Collected data:
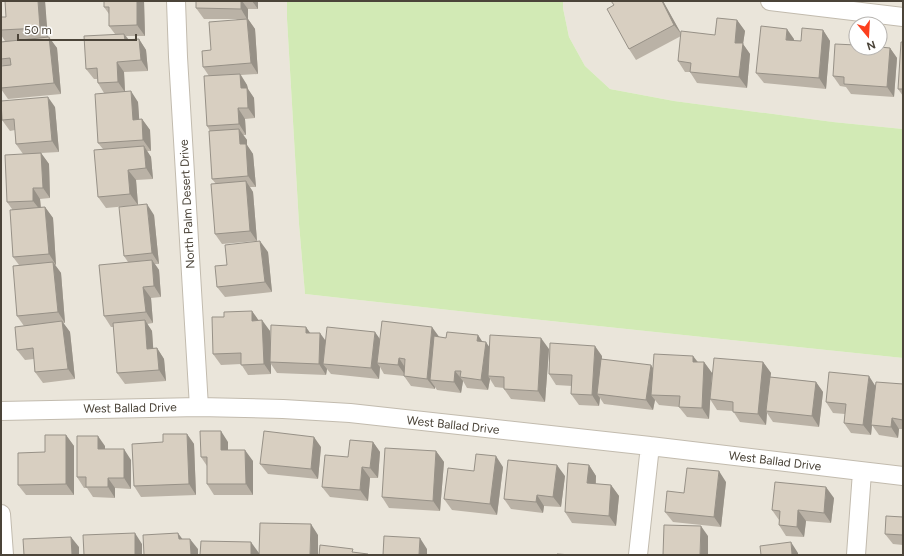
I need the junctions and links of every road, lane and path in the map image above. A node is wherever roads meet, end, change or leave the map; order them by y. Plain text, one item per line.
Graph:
1 (176, 1) edge
2 (770, 1) edge
3 (903, 17) edge
4 (199, 407) junction
5 (1, 410) edge
6 (650, 446) junction
7 (862, 472) junction
8 (903, 476) edge
9 (1, 514) edge
10 (4, 555) edge
11 (638, 555) edge
12 (856, 555) edge

1 - 4 street, North Palm Desert Drive
2 - 3 street
4 - 5 street, West Ballad Drive
4 - 6 street, West Ballad Drive
6 - 7 street, West Ballad Drive
6 - 11 street
7 - 8 street, West Ballad Drive
7 - 12 street
9 - 10 street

Your task:
None of the pictures belongs in the answer, but all the entries must be repeated exactly.

Exercise result:
I need the junctions and links of every road, lane and path in the map image above. A node is wherever roads meet, end, change or leave the map; order them by y. Plain text, one item per line.
Graph:
1 (176, 1) edge
2 (770, 1) edge
3 (903, 17) edge
4 (199, 407) junction
5 (1, 410) edge
6 (650, 446) junction
7 (862, 472) junction
8 (903, 476) edge
9 (1, 514) edge
10 (4, 555) edge
11 (638, 555) edge
12 (856, 555) edge

1 - 4 street, North Palm Desert Drive
2 - 3 street
4 - 5 street, West Ballad Drive
4 - 6 street, West Ballad Drive
6 - 7 street, West Ballad Drive
6 - 11 street
7 - 8 street, West Ballad Drive
7 - 12 street
9 - 10 street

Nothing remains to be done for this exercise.